_Data_:
━━━━━━
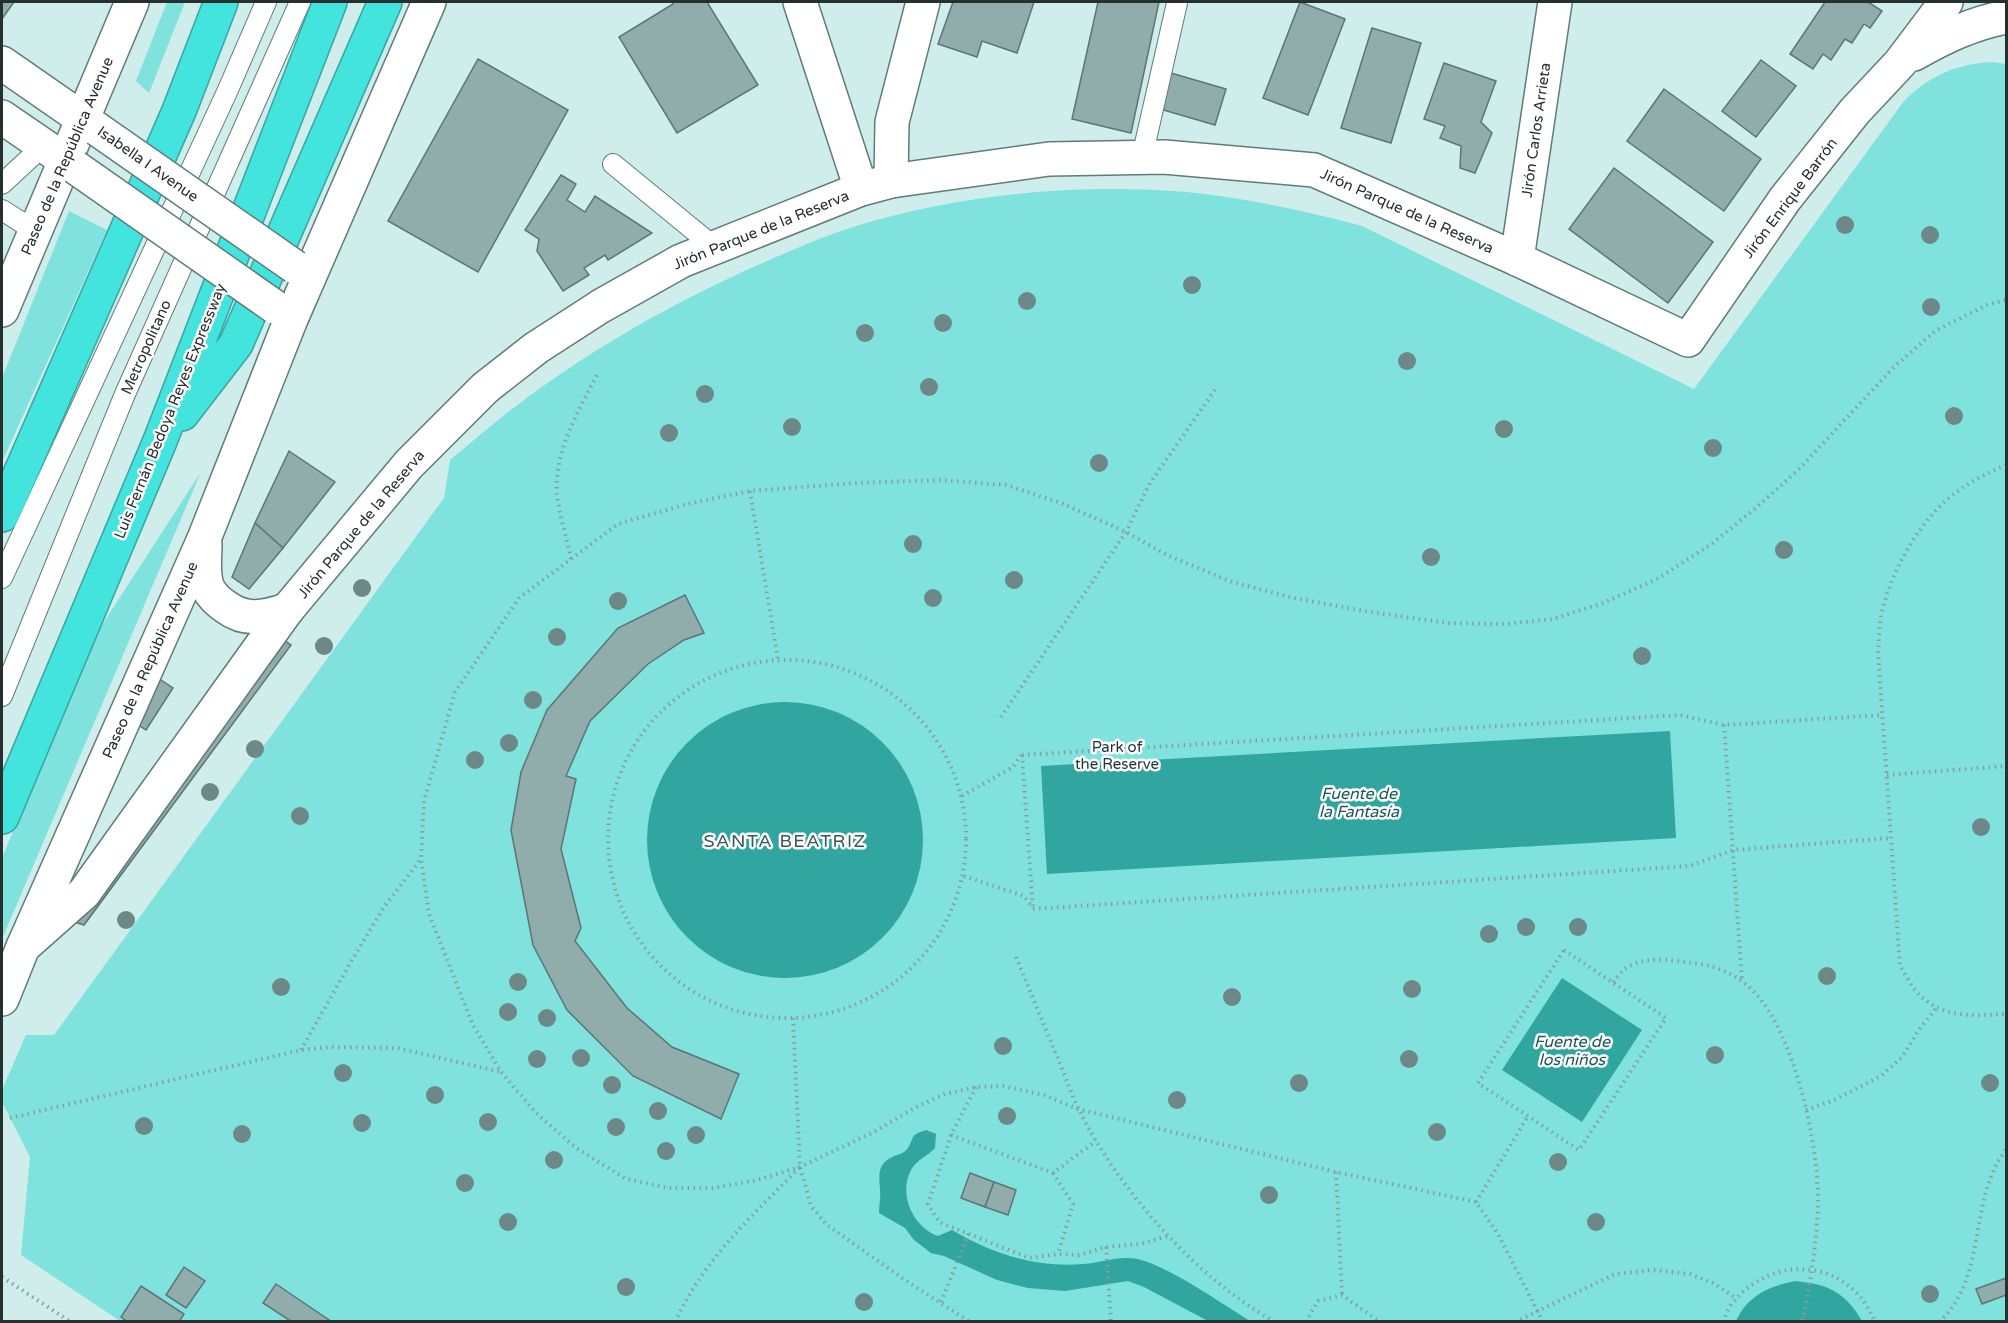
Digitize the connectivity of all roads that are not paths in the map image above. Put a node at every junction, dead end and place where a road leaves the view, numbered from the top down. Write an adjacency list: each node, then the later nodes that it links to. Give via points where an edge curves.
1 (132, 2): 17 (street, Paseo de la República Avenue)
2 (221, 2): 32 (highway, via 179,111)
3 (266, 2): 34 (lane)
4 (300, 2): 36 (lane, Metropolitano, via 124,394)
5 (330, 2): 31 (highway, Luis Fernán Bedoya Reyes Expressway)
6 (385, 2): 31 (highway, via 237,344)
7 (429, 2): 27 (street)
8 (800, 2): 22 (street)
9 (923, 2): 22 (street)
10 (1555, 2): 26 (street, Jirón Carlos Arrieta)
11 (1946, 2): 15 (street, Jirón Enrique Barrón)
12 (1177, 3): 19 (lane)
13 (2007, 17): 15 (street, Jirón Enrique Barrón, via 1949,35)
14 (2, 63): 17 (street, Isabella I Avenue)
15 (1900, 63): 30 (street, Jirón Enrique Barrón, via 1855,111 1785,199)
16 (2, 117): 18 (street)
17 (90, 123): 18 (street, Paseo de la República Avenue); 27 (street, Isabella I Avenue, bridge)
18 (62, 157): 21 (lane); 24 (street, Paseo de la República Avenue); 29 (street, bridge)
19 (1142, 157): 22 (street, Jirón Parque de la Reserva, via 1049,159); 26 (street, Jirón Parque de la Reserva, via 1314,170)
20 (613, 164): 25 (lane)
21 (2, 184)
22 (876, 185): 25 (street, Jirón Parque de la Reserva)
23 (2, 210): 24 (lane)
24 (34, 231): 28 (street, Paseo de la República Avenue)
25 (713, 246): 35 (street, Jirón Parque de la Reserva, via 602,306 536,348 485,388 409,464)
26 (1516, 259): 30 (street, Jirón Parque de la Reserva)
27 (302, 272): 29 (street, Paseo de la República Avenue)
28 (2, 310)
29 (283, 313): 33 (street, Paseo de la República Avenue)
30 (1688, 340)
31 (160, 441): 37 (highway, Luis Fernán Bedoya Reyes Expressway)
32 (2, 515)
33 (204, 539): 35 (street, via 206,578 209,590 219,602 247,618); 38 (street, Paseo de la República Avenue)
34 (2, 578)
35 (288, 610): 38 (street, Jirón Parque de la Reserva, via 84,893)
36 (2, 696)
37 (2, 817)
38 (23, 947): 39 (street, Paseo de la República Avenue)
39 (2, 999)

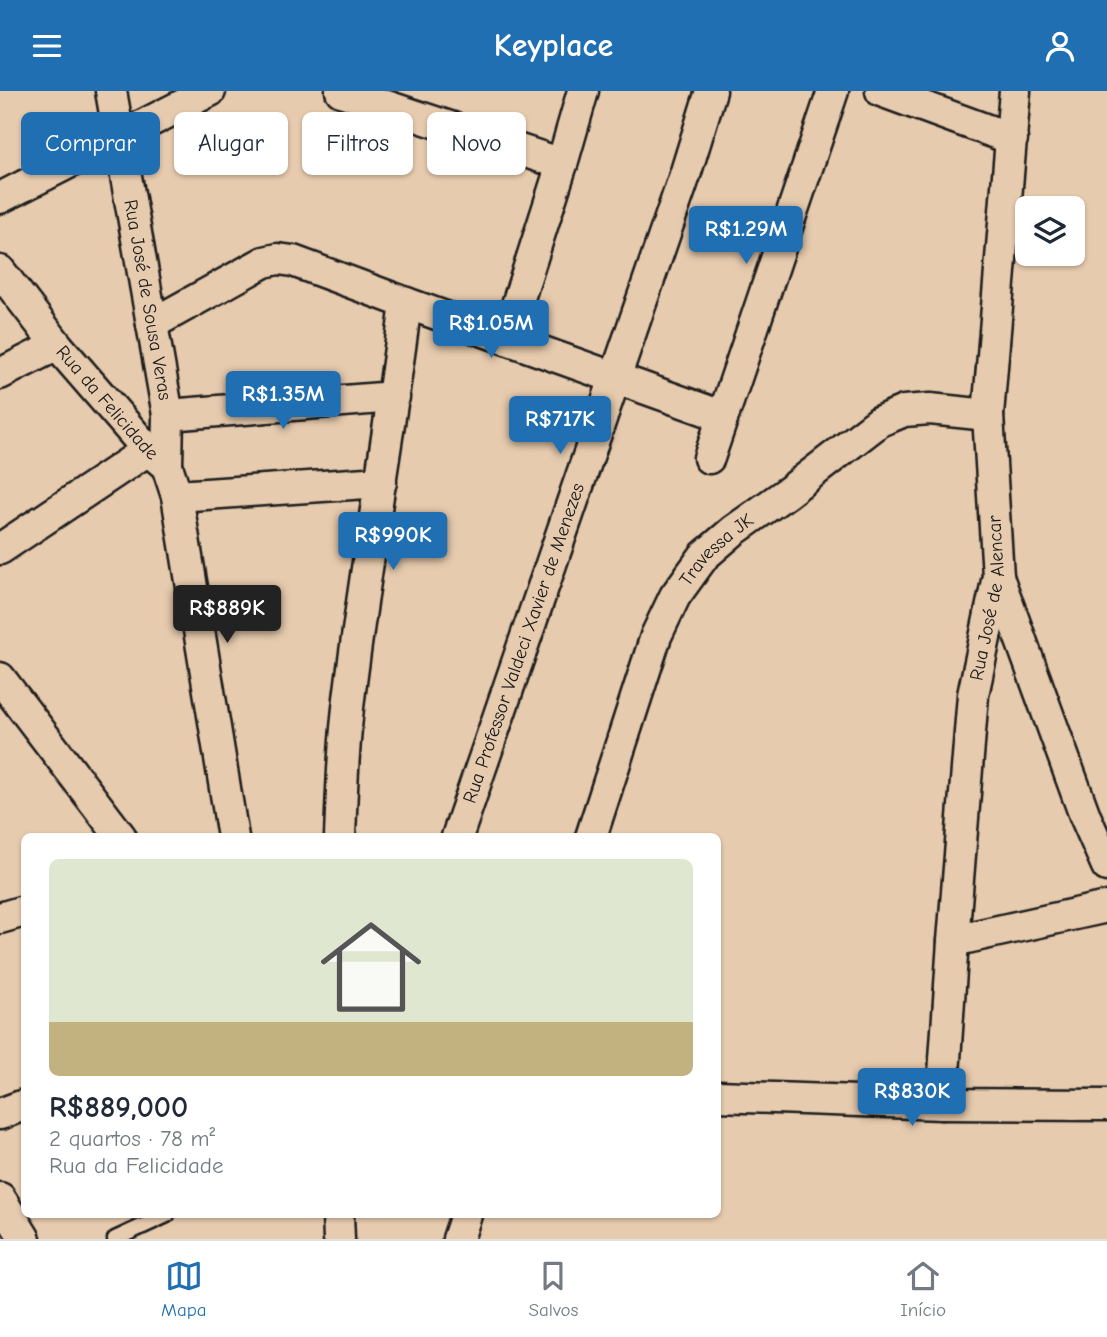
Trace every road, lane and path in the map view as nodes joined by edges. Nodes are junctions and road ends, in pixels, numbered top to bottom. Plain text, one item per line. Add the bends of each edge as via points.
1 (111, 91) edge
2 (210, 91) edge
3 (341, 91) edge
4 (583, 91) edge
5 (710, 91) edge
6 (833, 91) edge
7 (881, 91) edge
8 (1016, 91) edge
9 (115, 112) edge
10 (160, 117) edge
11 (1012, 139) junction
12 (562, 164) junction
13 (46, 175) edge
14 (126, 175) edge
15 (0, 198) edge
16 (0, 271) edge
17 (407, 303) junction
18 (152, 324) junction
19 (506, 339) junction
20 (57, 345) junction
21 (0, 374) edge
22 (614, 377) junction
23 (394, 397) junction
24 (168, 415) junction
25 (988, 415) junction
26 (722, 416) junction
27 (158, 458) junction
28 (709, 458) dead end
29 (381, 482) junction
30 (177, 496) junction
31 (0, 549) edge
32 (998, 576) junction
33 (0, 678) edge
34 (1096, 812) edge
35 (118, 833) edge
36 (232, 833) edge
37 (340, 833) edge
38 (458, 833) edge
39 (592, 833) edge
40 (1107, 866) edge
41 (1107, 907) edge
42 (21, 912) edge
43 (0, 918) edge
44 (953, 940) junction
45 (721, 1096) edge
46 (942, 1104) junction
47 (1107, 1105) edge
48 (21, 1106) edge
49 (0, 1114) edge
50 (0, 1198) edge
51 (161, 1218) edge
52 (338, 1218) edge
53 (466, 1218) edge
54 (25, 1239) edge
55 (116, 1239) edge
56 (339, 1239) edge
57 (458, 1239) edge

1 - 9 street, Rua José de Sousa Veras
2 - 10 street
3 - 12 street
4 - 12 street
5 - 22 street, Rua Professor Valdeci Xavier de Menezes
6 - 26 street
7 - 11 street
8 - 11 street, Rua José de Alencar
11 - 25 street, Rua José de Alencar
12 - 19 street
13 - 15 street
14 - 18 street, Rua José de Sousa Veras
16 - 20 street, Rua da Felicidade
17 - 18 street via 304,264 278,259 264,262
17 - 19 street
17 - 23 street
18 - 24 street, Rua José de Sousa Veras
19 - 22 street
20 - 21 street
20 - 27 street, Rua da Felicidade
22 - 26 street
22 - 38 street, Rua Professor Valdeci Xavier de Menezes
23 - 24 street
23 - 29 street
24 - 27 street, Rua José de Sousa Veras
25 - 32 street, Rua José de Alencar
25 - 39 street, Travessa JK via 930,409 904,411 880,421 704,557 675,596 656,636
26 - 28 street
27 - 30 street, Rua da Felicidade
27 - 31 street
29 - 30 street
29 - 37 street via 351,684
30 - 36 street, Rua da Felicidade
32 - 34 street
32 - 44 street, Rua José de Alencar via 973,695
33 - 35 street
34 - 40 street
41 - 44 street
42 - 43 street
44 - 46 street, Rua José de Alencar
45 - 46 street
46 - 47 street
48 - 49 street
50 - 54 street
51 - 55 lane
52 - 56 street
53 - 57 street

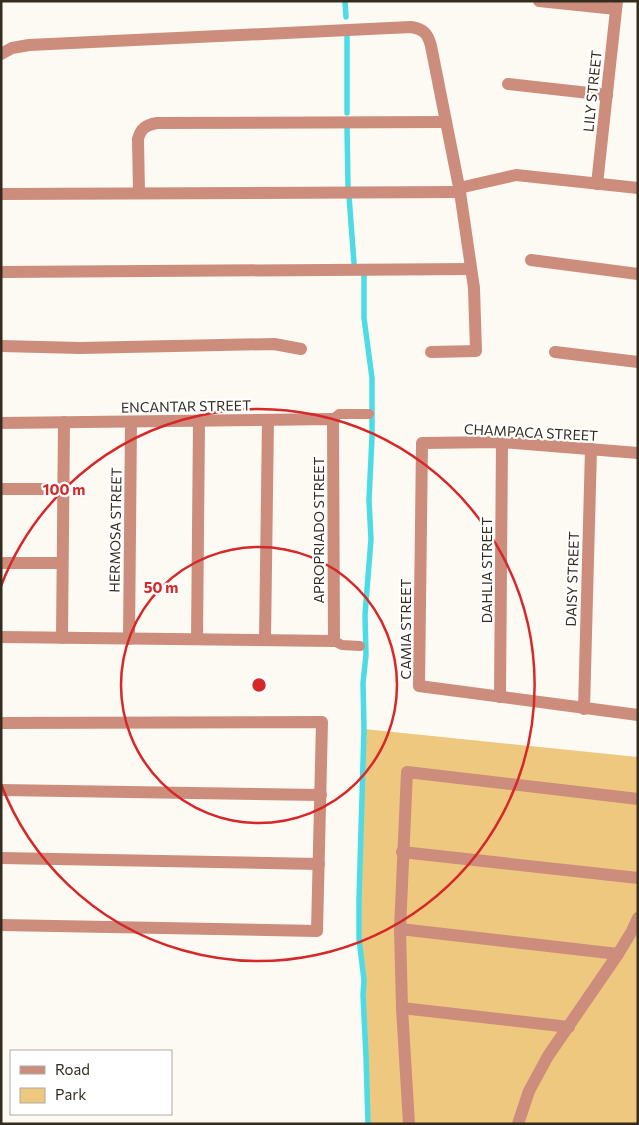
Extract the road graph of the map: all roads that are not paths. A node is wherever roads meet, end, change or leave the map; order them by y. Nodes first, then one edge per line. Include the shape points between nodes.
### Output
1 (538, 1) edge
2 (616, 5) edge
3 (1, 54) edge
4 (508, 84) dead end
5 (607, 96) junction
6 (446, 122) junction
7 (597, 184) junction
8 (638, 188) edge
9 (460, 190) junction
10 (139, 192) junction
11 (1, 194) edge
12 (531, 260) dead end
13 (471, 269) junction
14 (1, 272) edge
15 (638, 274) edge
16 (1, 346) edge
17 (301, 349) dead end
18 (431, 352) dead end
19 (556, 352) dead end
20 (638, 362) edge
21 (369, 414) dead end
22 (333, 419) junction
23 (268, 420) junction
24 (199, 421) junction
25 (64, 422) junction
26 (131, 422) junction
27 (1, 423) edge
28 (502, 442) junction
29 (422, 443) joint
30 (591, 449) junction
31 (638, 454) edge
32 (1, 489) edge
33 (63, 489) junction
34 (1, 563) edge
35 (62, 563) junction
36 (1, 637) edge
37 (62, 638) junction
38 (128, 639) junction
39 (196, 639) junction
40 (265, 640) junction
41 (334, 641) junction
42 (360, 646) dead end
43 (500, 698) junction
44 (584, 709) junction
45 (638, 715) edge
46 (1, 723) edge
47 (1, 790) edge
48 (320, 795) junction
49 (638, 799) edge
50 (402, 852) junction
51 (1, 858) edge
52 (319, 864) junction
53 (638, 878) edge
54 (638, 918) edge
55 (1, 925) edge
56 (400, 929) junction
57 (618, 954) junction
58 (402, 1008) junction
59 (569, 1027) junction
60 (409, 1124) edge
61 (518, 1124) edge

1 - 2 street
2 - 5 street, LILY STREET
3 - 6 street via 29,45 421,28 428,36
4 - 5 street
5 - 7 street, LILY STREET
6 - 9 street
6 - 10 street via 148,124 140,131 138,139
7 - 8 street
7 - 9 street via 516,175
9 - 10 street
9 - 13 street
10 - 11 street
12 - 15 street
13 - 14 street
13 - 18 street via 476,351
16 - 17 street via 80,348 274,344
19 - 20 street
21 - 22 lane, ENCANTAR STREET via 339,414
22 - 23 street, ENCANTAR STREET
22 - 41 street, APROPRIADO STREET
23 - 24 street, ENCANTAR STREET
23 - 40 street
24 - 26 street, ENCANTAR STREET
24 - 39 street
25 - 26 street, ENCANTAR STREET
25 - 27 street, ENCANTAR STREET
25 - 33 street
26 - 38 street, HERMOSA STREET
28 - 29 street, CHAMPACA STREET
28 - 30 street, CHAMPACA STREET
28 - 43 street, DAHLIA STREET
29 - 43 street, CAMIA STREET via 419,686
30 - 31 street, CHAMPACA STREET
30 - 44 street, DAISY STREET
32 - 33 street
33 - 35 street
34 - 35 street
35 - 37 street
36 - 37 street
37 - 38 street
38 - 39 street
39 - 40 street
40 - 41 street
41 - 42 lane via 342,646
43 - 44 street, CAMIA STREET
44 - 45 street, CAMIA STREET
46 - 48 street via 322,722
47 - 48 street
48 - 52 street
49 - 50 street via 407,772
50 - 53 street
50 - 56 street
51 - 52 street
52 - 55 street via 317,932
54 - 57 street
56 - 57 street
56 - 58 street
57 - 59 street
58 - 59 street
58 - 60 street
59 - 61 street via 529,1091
━━━━━━
_Exercise requirements_:
Filter the data for the string "lane" and copy every line that has it.

_Exercise output_:
3 (266, 2): 34 (lane)
4 (300, 2): 36 (lane, Metropolitano, via 124,394)
12 (1177, 3): 19 (lane)
18 (62, 157): 21 (lane); 24 (street, Paseo de la República Avenue); 29 (street, bridge)
20 (613, 164): 25 (lane)
23 (2, 210): 24 (lane)
Trace every road, lane and path in the map view as nodes joined by edges. Nodes are junctions and road ends, in pixels, numbered top to bottom. Plain text, one item per line. Add the bends of each edge as via points.
51 - 55 lane
21 - 22 lane, ENCANTAR STREET via 339,414
41 - 42 lane via 342,646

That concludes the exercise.